(WORK REQUIRED):
What is needed is the number of lines in the data below that include "LANOIR", stated by itself.

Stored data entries
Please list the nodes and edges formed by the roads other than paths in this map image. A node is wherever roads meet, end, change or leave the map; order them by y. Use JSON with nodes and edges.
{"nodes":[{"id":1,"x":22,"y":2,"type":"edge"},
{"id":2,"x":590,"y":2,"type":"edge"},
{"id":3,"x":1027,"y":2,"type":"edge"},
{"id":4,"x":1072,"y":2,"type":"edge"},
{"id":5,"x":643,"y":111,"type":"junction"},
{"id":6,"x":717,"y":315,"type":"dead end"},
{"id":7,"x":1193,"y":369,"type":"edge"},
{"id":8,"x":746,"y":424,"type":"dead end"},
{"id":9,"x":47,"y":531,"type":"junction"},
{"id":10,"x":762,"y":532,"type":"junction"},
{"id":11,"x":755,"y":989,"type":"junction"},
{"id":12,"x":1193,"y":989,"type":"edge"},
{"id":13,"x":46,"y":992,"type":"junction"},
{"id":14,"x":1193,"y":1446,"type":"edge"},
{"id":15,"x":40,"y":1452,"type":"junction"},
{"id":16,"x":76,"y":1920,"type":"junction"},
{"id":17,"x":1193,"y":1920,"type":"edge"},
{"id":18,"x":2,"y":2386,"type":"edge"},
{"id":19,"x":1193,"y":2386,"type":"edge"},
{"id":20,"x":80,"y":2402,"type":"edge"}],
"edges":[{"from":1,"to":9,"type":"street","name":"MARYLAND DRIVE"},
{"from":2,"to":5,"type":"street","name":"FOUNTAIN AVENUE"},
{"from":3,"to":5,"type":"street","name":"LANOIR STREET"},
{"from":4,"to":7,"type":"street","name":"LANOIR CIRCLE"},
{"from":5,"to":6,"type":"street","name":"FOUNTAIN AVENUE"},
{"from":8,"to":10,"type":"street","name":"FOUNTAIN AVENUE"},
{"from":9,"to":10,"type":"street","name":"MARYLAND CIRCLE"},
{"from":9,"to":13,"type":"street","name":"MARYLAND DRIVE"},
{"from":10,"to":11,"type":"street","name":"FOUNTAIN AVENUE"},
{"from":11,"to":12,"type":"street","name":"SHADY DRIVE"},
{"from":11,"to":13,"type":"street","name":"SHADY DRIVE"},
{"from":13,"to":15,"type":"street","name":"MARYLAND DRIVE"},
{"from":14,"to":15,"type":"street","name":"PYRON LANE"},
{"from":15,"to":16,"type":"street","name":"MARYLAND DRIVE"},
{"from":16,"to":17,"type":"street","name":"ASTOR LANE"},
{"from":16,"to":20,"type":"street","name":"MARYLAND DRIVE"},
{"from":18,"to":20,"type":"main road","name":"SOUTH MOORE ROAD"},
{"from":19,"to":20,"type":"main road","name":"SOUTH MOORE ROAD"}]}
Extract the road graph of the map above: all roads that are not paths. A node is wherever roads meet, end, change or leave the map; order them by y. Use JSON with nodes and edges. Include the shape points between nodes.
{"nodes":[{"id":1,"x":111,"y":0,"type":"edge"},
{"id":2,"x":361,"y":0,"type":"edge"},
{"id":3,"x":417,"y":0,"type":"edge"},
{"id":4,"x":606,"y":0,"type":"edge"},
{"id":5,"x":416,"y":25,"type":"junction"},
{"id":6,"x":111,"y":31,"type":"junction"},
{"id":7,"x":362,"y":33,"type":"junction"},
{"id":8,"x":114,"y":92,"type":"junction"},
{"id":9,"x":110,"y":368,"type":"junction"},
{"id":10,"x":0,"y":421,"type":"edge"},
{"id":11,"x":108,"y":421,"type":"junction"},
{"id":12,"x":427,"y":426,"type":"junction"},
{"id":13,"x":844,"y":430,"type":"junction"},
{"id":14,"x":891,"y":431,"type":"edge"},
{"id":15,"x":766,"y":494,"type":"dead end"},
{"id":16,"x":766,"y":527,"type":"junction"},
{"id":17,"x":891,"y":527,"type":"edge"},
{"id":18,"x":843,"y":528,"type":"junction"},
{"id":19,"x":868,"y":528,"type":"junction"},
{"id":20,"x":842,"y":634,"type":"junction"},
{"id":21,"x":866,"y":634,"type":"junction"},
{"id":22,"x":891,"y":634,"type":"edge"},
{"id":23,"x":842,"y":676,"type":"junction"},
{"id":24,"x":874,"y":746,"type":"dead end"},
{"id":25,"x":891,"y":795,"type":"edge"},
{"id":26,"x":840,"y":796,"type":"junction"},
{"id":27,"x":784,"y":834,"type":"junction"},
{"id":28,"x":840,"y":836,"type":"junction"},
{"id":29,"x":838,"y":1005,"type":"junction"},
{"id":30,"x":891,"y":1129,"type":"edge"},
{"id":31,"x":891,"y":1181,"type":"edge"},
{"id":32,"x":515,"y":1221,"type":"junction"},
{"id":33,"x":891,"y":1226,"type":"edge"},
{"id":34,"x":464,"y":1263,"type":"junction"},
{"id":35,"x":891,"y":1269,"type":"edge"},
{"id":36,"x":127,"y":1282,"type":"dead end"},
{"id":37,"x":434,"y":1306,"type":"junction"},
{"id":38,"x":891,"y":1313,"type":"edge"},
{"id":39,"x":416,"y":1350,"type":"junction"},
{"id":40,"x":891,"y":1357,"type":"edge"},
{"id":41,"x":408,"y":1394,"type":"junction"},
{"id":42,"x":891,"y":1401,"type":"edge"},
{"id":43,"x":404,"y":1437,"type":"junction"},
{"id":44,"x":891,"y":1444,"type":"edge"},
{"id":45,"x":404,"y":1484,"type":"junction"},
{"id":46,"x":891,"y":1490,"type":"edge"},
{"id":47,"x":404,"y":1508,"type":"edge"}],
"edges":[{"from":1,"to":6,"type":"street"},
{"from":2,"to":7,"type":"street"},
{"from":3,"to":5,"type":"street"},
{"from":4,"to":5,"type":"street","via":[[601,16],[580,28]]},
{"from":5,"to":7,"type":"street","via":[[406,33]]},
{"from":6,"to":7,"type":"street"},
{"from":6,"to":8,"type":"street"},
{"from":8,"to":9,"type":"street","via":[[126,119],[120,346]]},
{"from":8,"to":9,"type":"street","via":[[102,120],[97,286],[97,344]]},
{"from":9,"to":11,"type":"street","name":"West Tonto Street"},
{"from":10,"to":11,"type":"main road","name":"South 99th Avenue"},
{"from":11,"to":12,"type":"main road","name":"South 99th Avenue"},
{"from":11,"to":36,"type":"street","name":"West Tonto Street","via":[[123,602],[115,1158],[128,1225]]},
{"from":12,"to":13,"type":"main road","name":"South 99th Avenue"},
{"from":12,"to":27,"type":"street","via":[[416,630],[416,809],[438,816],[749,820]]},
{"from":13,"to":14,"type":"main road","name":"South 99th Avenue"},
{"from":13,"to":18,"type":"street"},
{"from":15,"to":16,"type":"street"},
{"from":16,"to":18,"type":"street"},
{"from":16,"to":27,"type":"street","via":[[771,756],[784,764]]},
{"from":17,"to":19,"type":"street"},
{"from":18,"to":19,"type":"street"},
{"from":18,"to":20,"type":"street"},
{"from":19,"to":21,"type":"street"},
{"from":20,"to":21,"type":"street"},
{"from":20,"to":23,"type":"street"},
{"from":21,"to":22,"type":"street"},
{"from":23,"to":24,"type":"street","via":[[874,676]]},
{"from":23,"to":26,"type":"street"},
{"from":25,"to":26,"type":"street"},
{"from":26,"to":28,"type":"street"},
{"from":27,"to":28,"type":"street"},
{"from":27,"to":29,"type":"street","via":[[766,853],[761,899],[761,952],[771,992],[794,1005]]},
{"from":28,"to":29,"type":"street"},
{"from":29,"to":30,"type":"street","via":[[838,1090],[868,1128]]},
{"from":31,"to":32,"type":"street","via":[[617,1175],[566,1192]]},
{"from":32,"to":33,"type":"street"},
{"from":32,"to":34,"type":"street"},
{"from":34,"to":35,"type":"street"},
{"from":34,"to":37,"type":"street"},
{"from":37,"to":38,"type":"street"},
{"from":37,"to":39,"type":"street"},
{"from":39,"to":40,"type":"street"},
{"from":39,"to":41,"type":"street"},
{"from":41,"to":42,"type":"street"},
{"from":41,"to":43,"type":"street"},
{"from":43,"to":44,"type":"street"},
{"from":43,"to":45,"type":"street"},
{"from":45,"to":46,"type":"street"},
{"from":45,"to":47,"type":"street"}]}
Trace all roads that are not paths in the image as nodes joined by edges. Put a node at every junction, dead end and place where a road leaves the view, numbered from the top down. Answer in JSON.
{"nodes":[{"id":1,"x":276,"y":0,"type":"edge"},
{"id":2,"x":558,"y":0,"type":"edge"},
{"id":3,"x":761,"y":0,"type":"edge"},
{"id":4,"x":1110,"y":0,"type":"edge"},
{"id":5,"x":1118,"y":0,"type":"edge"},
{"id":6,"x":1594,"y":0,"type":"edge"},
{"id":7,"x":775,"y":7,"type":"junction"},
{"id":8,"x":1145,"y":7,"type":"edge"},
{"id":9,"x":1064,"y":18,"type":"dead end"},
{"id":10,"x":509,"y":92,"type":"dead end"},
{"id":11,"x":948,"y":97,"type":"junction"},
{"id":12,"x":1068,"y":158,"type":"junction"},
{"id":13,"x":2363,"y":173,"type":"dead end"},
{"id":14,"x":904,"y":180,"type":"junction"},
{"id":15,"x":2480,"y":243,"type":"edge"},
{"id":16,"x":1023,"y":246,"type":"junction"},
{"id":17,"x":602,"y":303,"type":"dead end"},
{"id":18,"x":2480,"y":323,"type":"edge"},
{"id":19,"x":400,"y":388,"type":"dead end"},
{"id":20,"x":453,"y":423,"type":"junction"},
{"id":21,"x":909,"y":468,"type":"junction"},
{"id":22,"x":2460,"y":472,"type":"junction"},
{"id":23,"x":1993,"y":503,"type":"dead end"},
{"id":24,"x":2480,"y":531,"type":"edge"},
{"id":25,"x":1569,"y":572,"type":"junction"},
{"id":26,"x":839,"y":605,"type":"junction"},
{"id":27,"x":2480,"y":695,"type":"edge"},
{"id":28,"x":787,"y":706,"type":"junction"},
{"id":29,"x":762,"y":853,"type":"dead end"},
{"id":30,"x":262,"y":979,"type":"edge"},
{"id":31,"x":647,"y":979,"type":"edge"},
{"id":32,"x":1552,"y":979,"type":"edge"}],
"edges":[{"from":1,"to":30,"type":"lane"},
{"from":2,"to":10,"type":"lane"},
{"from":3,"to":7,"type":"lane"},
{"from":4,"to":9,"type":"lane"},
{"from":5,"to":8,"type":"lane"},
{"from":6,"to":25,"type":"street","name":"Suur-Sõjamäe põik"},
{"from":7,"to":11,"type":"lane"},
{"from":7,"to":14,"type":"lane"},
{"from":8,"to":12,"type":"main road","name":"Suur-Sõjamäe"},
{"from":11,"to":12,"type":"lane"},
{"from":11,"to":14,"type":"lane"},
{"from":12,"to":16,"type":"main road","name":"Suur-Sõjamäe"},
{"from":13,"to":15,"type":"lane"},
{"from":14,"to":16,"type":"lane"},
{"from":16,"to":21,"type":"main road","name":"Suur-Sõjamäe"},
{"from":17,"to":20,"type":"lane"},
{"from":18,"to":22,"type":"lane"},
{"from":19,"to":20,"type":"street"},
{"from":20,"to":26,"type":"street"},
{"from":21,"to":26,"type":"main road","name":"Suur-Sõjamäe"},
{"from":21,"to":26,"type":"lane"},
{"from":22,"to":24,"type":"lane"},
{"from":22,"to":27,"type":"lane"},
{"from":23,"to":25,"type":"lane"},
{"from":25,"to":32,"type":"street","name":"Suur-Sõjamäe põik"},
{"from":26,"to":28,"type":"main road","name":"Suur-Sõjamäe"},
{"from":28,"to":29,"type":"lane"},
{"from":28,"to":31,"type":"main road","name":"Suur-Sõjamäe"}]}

(RESPONSE):
2